Lo sport Canario di cui si è innamorato Will Smith
Will Smith si innamora della lotta canaria: “Mi trasferisco !”
Durante il suo recente soggiorno alle Isole Canarie per il Granca Live Fest 2025, Will Smith ha vissuto un’esperienza che ha superato i confini della musica. L’attore e cantante statunitense, noto per il suo carisma e per la capacità di trasformare ogni momento in uno spettacolo, ha scoperto un aspetto autentico e profondamente radicato nella cultura locale: la lotta canaria, lo sport tradizionale delle isole.
Quello che doveva essere solo un concerto si è trasformato in un episodio che ha fatto il giro del mondo, grazie anche alla spontaneità con cui Smith ha condiviso la sua esperienza sui social.
Un momento da film… ma senza copione
Non c’erano telecamere di Hollywood, né sceneggiature studiate a tavolino: solo la luce del sole canario, la sabbia e una folla entusiasta. Smith, che ama immergersi nella cultura dei luoghi che visita, ha raccontato ai suoi milioni di follower di essersi imbattuto in “qualcosa di unico, che non avevo mai visto prima”.
Il video pubblicato sui suoi profili social è diventato immediatamente virale: l’attore osserva affascinato i lottatori locali, commenta le loro mosse con esclamazioni di meraviglia e, tra le risate generali, accetta di provare a cimentarsi in una presa, esclamando più volte:
“Mi trasferisco!”.
La lotta canaria: uno sport antico e rispettoso
La lucha canaria è uno degli sport più antichi e identitari delle Isole Canarie. Le sue origini risalgono agli antichi guanci, i primi abitanti dell’arcipelago. Nonostante la sua semplicità apparente, questo sport è una vera arte basata su tecnica, equilibrio e soprattutto rispetto: due lottatori si sfidano all’interno di un cerchio di sabbia, con l’obiettivo di far toccare terra all’avversario, ma senza mai ricorrere alla violenza.

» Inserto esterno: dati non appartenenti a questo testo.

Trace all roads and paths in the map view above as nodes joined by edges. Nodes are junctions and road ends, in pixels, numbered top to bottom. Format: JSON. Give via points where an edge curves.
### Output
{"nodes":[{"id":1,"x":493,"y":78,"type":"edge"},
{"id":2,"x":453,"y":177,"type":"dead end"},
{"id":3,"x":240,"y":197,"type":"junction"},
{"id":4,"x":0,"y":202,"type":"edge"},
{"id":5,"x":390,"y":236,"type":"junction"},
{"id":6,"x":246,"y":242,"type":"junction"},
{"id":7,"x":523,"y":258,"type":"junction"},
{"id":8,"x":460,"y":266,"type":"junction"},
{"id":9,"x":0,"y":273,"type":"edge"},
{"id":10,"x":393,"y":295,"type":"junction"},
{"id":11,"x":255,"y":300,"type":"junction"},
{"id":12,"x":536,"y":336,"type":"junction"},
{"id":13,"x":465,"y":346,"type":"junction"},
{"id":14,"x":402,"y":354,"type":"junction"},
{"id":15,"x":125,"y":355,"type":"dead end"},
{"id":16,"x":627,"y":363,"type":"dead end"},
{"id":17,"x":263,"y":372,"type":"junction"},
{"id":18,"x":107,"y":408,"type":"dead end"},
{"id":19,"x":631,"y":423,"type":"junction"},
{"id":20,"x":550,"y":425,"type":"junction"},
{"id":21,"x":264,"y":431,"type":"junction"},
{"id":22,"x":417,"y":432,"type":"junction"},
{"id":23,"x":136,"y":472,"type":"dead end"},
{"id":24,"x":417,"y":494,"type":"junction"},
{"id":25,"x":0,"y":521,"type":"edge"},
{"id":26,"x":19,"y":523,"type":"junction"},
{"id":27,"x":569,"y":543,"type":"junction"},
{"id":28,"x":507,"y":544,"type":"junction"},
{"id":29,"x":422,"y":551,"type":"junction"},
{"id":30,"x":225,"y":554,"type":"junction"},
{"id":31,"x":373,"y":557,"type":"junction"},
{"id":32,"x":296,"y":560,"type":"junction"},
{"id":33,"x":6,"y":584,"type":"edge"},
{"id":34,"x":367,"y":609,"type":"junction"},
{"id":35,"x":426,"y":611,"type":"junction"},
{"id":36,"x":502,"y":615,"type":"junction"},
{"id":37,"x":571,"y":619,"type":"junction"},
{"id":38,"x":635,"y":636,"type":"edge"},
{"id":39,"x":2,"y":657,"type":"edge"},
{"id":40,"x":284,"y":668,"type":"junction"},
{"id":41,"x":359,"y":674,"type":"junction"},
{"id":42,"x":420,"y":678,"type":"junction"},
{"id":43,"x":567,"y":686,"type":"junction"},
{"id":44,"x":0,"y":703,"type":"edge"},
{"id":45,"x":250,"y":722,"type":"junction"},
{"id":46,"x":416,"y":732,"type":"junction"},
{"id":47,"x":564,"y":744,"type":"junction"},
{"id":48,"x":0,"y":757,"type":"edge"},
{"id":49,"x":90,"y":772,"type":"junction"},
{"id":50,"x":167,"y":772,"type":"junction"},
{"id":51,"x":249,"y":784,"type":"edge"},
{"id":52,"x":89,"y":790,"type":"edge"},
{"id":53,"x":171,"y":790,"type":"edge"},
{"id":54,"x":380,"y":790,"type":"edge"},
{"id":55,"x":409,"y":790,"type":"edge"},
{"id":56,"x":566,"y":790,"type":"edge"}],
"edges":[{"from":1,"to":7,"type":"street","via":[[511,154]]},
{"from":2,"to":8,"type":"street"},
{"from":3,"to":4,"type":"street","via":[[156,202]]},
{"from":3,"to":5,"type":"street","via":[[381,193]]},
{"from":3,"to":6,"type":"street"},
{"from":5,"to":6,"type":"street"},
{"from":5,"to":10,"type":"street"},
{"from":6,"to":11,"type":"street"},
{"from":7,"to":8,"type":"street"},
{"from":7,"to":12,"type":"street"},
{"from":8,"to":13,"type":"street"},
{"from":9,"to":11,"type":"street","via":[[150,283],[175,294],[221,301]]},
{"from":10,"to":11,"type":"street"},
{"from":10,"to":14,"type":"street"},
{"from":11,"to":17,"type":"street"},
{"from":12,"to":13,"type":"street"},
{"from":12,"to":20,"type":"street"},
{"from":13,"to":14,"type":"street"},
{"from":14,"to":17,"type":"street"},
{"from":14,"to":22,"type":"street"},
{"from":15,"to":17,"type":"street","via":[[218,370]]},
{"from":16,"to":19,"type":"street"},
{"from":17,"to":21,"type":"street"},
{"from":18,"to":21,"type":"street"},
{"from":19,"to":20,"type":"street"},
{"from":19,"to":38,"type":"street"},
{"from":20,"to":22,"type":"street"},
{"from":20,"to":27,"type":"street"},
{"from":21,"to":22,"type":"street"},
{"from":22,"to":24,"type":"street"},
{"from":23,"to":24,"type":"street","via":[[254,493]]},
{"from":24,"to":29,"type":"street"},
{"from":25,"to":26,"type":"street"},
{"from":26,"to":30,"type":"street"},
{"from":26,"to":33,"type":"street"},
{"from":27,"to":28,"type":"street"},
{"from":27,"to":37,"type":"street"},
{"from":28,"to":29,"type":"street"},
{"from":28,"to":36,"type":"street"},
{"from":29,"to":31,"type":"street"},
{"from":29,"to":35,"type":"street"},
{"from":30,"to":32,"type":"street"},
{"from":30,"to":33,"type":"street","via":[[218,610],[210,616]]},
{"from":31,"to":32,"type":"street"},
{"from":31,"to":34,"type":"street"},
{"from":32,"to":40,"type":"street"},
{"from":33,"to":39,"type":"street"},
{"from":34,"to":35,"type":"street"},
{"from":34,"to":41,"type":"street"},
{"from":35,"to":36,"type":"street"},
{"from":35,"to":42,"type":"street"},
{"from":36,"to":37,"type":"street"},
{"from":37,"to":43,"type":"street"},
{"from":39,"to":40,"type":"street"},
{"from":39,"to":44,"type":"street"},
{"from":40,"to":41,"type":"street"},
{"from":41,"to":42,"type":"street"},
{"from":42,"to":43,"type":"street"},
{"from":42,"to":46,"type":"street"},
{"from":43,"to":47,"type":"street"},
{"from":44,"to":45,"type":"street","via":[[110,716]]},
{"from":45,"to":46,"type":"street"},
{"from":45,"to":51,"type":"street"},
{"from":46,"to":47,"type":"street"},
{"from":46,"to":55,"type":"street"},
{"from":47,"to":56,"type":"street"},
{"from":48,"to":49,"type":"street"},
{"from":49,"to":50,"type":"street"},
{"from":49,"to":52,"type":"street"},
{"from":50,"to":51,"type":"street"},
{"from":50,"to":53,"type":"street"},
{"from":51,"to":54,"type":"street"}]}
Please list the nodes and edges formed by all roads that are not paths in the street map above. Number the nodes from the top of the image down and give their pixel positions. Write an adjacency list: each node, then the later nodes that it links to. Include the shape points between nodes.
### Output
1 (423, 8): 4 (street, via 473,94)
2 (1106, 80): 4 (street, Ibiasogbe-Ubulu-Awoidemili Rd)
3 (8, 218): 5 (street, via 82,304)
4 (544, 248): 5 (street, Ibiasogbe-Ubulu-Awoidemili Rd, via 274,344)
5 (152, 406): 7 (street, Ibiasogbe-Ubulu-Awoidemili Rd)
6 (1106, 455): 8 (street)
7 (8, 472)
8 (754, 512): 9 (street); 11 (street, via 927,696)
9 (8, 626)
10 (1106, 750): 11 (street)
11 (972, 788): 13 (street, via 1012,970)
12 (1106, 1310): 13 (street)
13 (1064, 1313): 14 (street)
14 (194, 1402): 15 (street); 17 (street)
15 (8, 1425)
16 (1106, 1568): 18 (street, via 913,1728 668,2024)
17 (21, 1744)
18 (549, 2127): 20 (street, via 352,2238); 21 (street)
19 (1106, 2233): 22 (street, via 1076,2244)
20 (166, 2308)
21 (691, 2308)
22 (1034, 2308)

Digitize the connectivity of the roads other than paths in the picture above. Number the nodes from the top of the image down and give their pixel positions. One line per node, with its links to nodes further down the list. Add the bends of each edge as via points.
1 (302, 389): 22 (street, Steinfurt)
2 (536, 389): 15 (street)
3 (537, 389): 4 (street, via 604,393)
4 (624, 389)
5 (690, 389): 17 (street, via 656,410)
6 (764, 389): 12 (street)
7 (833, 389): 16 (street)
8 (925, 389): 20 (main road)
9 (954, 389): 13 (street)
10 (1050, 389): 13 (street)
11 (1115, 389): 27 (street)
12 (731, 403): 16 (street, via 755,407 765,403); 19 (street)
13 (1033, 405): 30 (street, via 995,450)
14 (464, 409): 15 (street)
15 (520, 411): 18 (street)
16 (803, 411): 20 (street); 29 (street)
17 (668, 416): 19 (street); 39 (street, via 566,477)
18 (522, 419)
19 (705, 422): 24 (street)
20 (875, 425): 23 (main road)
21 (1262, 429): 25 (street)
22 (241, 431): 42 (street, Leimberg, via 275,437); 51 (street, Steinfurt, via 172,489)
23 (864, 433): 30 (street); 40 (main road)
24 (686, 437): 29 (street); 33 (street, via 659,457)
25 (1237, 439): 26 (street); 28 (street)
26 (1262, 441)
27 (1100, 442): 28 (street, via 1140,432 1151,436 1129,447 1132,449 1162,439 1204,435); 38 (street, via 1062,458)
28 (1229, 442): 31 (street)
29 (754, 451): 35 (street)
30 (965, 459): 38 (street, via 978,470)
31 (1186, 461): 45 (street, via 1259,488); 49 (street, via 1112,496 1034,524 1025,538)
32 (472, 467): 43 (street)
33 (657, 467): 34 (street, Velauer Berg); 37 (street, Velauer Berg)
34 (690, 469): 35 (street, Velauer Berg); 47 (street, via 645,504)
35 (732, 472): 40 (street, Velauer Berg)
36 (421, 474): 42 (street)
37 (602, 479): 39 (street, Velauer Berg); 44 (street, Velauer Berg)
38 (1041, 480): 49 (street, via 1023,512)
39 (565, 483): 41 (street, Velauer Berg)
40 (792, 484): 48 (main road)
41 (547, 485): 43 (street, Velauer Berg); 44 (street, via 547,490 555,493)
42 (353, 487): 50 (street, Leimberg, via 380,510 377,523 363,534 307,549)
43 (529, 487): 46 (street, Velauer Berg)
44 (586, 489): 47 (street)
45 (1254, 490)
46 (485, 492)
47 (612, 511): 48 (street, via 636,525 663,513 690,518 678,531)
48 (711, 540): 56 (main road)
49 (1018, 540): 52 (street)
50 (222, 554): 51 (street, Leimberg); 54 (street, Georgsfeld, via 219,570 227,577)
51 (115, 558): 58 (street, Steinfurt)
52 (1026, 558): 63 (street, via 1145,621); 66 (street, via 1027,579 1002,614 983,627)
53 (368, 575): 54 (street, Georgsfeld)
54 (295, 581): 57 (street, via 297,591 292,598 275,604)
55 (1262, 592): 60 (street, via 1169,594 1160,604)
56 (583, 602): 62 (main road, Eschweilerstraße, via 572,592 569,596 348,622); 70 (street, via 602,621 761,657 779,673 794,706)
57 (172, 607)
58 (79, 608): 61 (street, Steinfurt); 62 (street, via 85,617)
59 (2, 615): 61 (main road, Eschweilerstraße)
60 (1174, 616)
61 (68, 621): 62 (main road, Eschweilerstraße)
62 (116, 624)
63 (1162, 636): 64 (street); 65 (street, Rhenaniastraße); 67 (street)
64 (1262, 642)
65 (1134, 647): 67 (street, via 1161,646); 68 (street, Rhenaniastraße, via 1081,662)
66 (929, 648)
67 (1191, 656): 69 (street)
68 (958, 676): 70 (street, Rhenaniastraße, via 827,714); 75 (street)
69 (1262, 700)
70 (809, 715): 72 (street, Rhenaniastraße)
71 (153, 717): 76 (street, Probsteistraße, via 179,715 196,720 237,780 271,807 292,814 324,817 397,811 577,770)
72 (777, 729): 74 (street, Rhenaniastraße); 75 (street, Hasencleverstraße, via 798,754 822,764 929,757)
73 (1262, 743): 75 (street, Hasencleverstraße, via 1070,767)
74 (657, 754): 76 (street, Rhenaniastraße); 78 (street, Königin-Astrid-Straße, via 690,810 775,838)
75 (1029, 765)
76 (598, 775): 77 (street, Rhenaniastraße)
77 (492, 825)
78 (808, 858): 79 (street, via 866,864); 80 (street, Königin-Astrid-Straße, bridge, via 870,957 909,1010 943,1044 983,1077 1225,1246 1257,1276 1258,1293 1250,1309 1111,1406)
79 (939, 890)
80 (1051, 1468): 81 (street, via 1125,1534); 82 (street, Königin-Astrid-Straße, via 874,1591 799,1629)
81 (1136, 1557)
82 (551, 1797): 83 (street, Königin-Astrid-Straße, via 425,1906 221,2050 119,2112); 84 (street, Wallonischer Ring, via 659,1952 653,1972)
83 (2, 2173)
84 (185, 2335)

Il gesto di Smith – che, seppur in modo simbolico e giocoso, ha voluto confrontarsi con un lottatore locale – è stato interpretato come un omaggio spontaneo a questa tradizione secolare. Le sue espressioni di stupore e divertimento hanno regalato a questa disciplina una visibilità internazionale senza precedenti, portando milioni di persone a scoprire la cultura sportiva canaria.
Orgoglio e gratitudine nelle Canarie
La reazione del pubblico canario è stata immediata: i social si sono riempiti di commenti carichi di orgoglio e gratitudine. Per molti, vedere una star mondiale mostrare un entusiasmo così genuino per una tradizione locale è stato un riconoscimento importante e un’occasione per promuovere ancora di più la cultura canaria nel mondo.
Il soggiorno di Will Smith a Gran Canaria, dunque, non si è limitato alla sua performance musicale: ha lasciato ricordi indimenticabili sia per l’artista, che ha vissuto un’esperienza autentica e sorprendente, sia per i fan e per la comunità locale, che hanno avuto l’occasione di condividere con lui un pezzo della loro identità culturale.
Un’inaspettata ambasciata culturale
Con un semplice gesto, nato dalla curiosità e dall’entusiasmo, Will Smith ha contribuito – forse senza nemmeno rendersene conto – a diventare un vero ambasciatore informale della tradizione sportiva canaria. Le sue parole, pronunciate tra una risata e l’altra, riecheggiano ancora:
Mi trasferisco!”
Un’esagerazione scherzosa, certo, ma che racchiude tutta la meraviglia di chi, per la prima volta, entra in contatto con una cultura capace di sorprendere e affascinare anche le star di Hollywood.